First, the paper derives necessary and sufficient graphicality conditions for a JDM. By summing over rows and columns of the JDM one can recover the total number of edges m and the degree vector D (the number of vertices of each degree). The authors extend the classic Erdős‑Gallai theorem from degree sequences to JDMs, showing that a JDM is graphical if and only if the derived degree sequence satisfies Erdős‑Gallai and the edge counts between degree classes are compatible.
To construct a graph, the authors introduce a novel configuration model tailored to JDMs. For each degree k they create k “mini‑vertices” for every vertex of degree k, and for each edge type (k,l) they create a pair of “mini‑endpoints”, one labelled k and one labelled l. All mini‑vertices of degree k are connected to the class‑k mini‑endpoints, forming a complete bipartite component called the k‑neighborhood. The whole configuration graph consists of disjoint k‑neighborhoods. Any perfect matching in this bipartite graph corresponds, after merging paired mini‑endpoints, to a pseudograph that exactly realises the target JDM. The existence of a perfect matching follows from Hall’s theorem, establishing sufficiency of the graphicality conditions.
To obtain a simple graph (no self‑loops, no multi‑edges), the authors define an “end‑point switch” operation: select two edges (u‑v) and (x‑y) and swap their endpoints to (u‑y) and (x‑v). This operation preserves the JDM while potentially eliminating forbidden structures. They prove that repeated application of such switches makes the state space of all simple graphs with the given JDM connected.
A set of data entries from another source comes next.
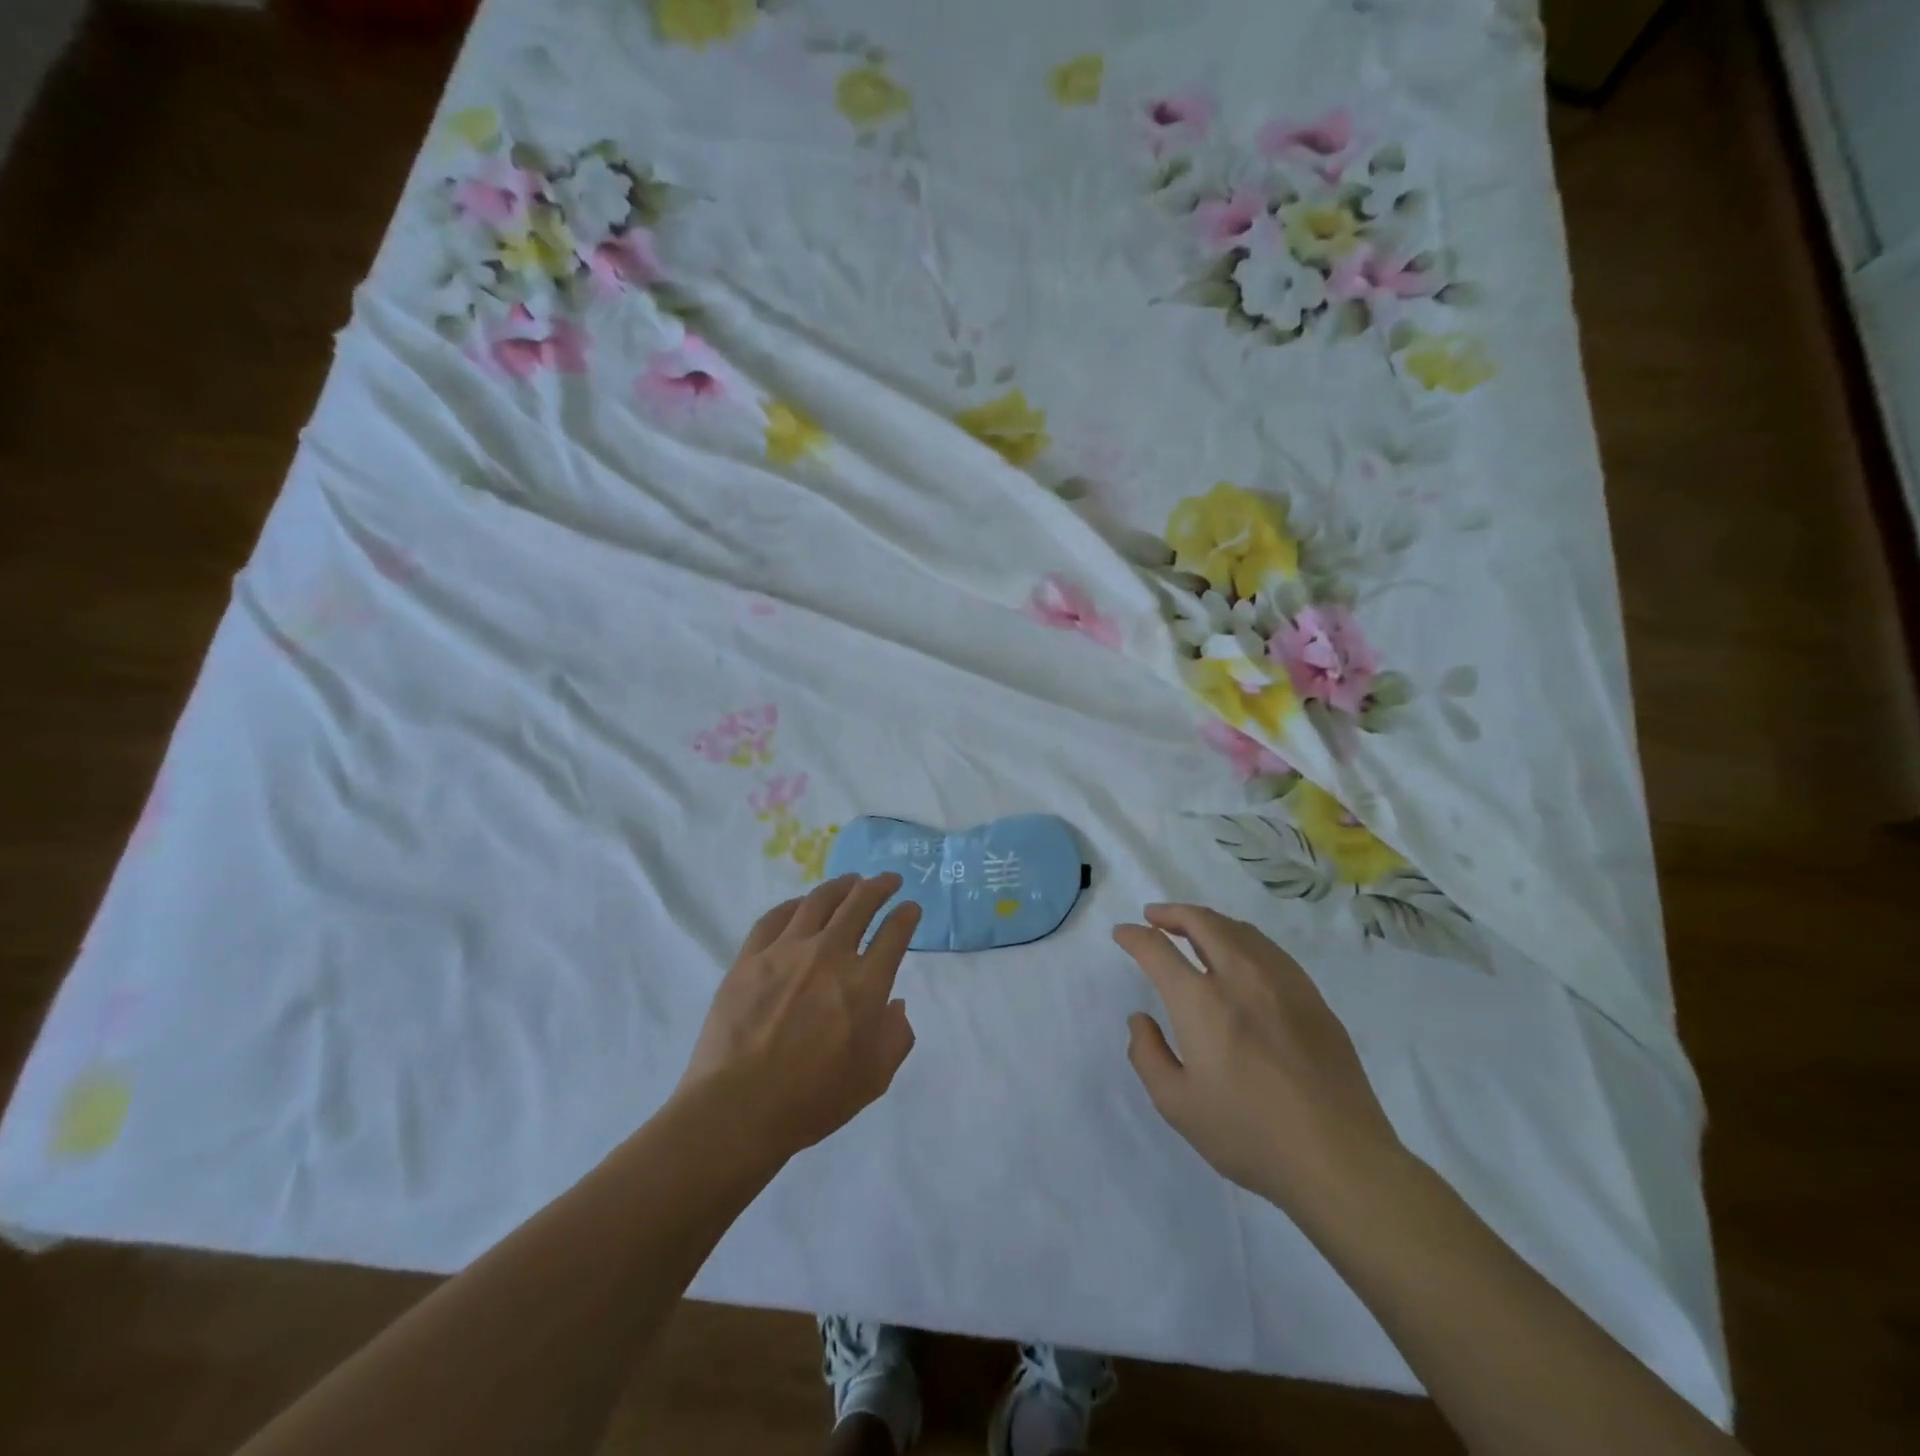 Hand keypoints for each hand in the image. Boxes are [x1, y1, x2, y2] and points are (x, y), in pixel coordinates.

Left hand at [678, 874, 920, 1159]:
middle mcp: (829, 955)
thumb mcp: (874, 1078)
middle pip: (859, 904)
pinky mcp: (750, 957)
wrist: (738, 1109)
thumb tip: (895, 1003)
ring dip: (841, 886)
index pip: (894, 934)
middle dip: (880, 886)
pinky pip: (775, 917)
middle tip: (888, 880)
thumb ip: (896, 1036)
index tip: (910, 908)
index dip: (906, 916)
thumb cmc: (813, 1100)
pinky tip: (801, 904)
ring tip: (851, 881)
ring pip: (819, 901)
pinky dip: (794, 904)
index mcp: (865, 984)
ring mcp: (786, 951)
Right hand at [1114, 903, 1402, 1219]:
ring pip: (1239, 930)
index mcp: (1201, 1001)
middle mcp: (1240, 977)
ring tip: (1193, 930)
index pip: (1158, 950)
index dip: (1134, 936)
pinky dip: (1242, 938)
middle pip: (1202, 922)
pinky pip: (1269, 949)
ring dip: (1208, 922)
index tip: (1122, 933)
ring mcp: (1282, 982)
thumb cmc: (1249, 1134)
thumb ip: (1147, 1055)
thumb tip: (1140, 1019)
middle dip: (1172, 913)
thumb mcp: (1177, 1105)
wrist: (1340, 1159)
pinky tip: (1240, 956)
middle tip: (1155, 917)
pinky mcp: (1312, 997)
Based on this connectivity, two Markov chains are designed. The first chain operates on the space of pseudographs generated by the configuration model; each step randomly rewires a pair of mini‑endpoints, which is essentially the classic configuration‑model chain. Using prior results (Kannan‑Mihail‑Vempala, Taylor) the authors show this chain mixes in polynomial time. The second chain works directly on simple graphs: at each step it picks two edges uniformly at random and attempts an end‑point switch, rejecting the move if it would create a self‑loop, a multi‑edge, or disconnect the graph. While a rigorous mixing‑time bound for this simple‑graph chain remains open, the authors conduct extensive experiments to estimate mixing empirically.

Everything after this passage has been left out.